Stored items
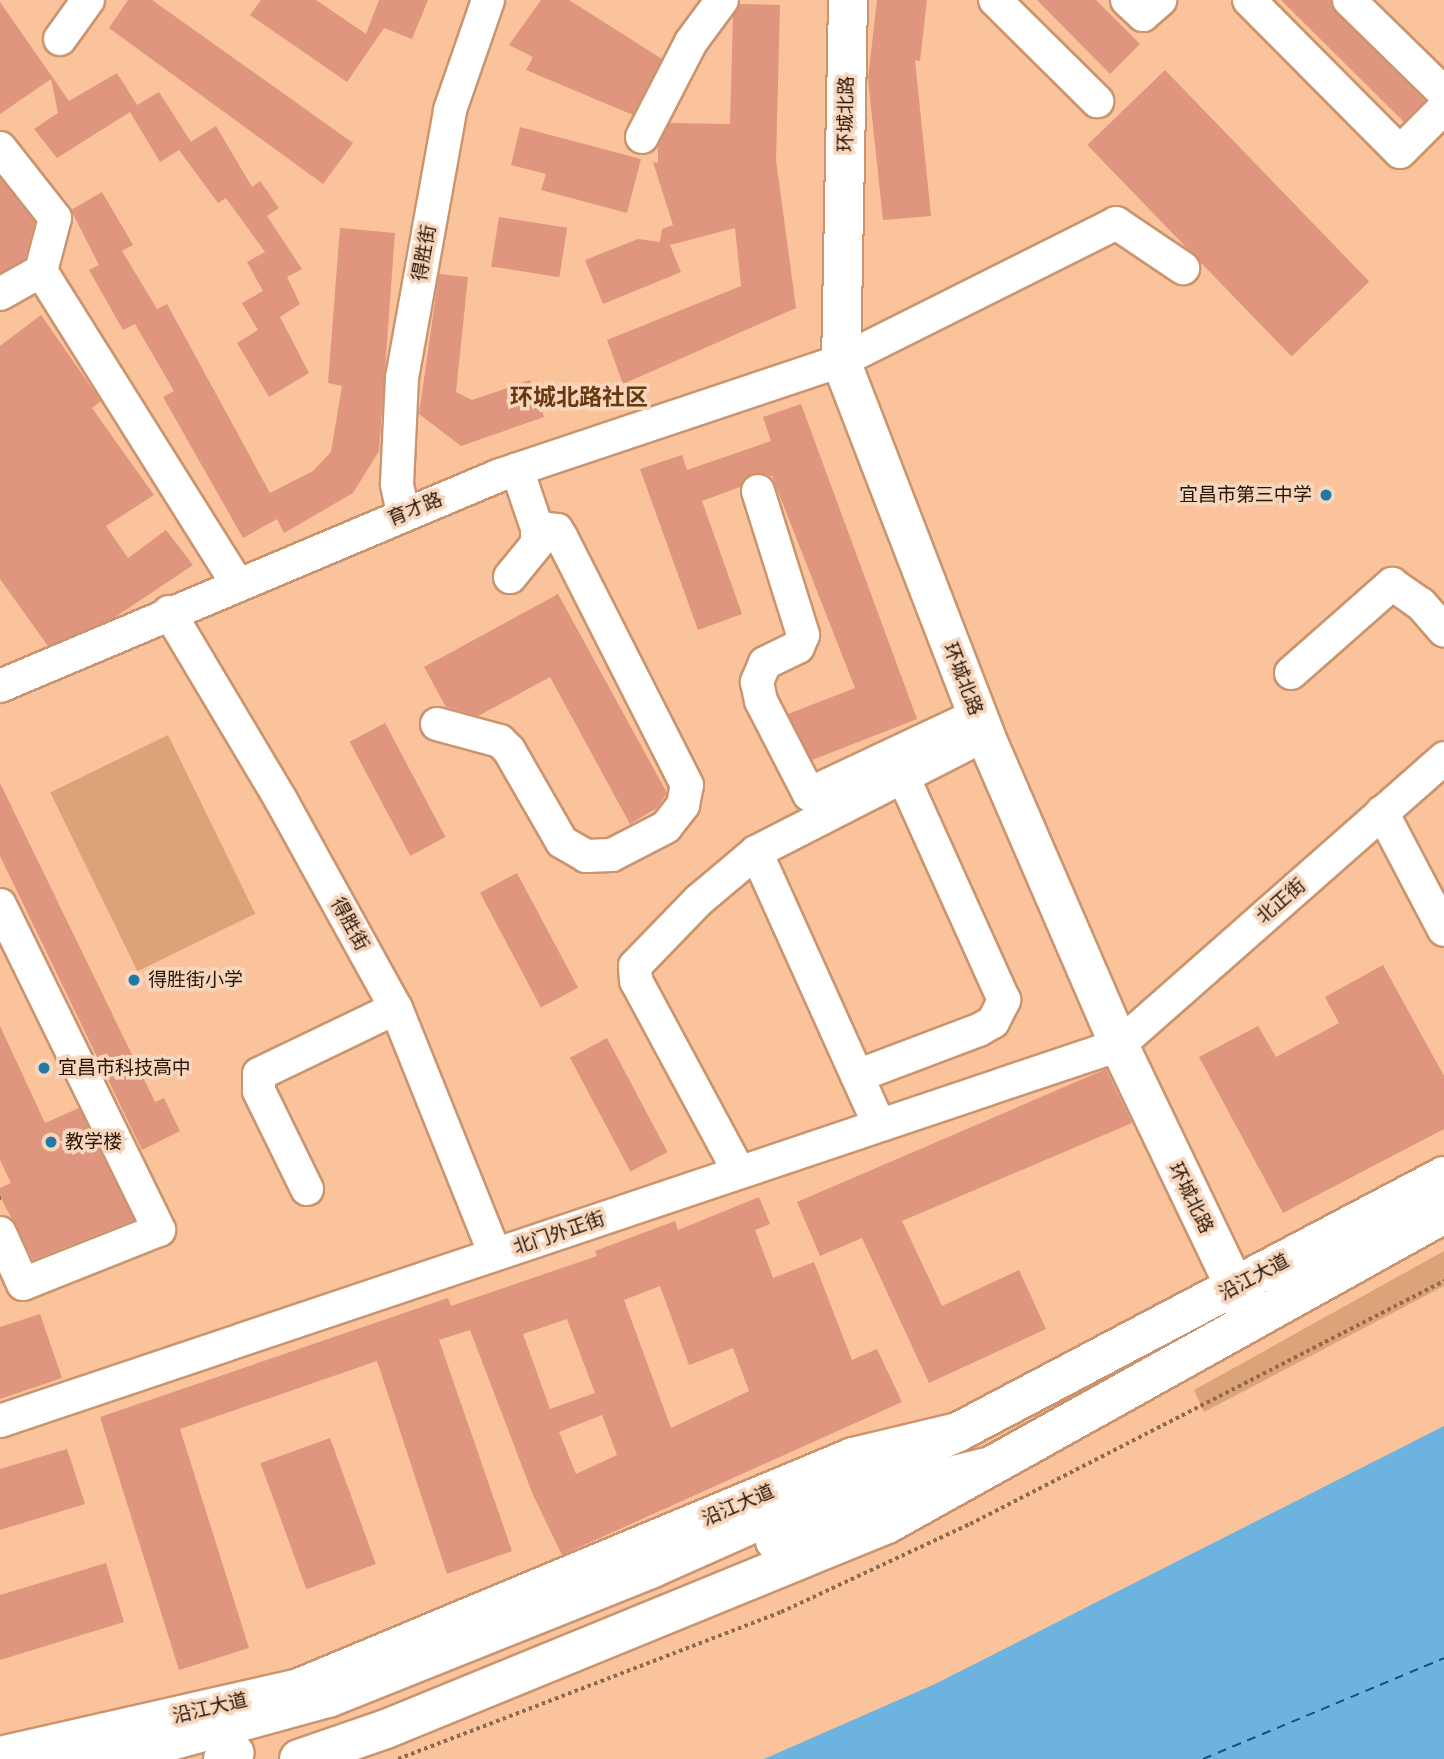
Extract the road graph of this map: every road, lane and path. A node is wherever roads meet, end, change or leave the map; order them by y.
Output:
1 (88, 0) edge
2 (488, 0) edge
3 (722, 0) edge
4 (848, 0) edge
5 (995, 0) edge
6 (1128, 0) edge
7 (1160, 0) edge
8 (1249, 0) edge
9 (1349, 0) edge
10 (60, 39) dead end
11 (1444, 93) edge
12 (1097, 101) dead end
13 (1444, 107) edge
14 (642, 137) dead end
15 (0, 148) edge
16 (1183, 268) dead end
17 (41, 271) junction
18 (0, 295) edge
19 (841, 361) junction
20 (517, 469) junction
21 (758, 491) dead end
22 (403, 513) junction
23 (537, 528) junction
24 (510, 577) dead end
25 (237, 583) junction
26 (169, 612) junction
27 (1444, 630) edge
28 (1291, 673) dead end
29 (0, 686) edge
30 (437, 724) dead end
31 (981, 725) junction
32 (1444, 758) edge
33 (904, 779) junction
34 (1382, 812) junction
35 (756, 852) junction
36 (0, 905) edge
37 (1444, 930) edge
38 (396, 1008) junction
39 (1119, 1045) junction
40 (857, 1076) junction
41 (879, 1125) junction
42 (739, 1172) junction
43 (1444, 1177) edge
44 (307, 1189) dead end
45 (1444, 1214) edge
46 (0, 1233) edge
47 (495, 1254) junction
48 (1242, 1303) junction
49 (0, 1421) edge
50 (958, 1432) junction
51 (987, 1467) junction
52 (225, 1750) edge
53 (0, 1756) edge
54 (27, 1759) edge
55 (105, 1759) edge
56 (299, 1759) edge

1 - 10 street
2 - 22 street, 得胜街
3 - 14 street
4 - 19 main road, 环城北路
5 - 12 street
6 - 7 street
8 - 13 street
9 - 11 street
15 - 17 street
16 - 19 street, 育才路
17 - 18 street
17 - 25 street
19 - 20 street, 育才路
19 - 31 main road, 环城北路
20 - 22 street, 育才路
20 - 23 street
21 - 31 street
22 - 25 street, 育才路
23 - 24 street
23 - 30 street
25 - 26 street, 育才路
26 - 29 street, 育才路
26 - 38 street, 得胜街
27 - 28 street
31 - 33 street
31 - 39 main road, 环城北路
32 - 34 street, 北正街
33 - 35 street
33 - 40 street
34 - 37 street
34 - 39 street, 北正街
35 - 40 street
35 - 42 street
36 - 46 street
38 - 44 street
38 - 47 street, 得胜街
39 - 41 street, 北门外正街
39 - 48 main road, 环城北路
40 - 41 street
41 - 42 street, 北门外正街
42 - 47 street, 北门外正街
43 - 48 main road, 沿江大道
45 - 48 main road, 沿江大道
47 - 49 street, 北门外正街
48 - 50 main road, 沿江大道
48 - 51 main road, 沿江大道
50 - 52 main road
50 - 53 main road, 沿江大道
51 - 52 main road
51 - 56 main road, 沿江大道
52 - 54 main road
52 - 55 main road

◆ YOUR OBJECTIVE: Each line above that has "北门外正街" adds one to the count; say the final count with no other text.

◆ RESULT OF THIS EXERCISE: 4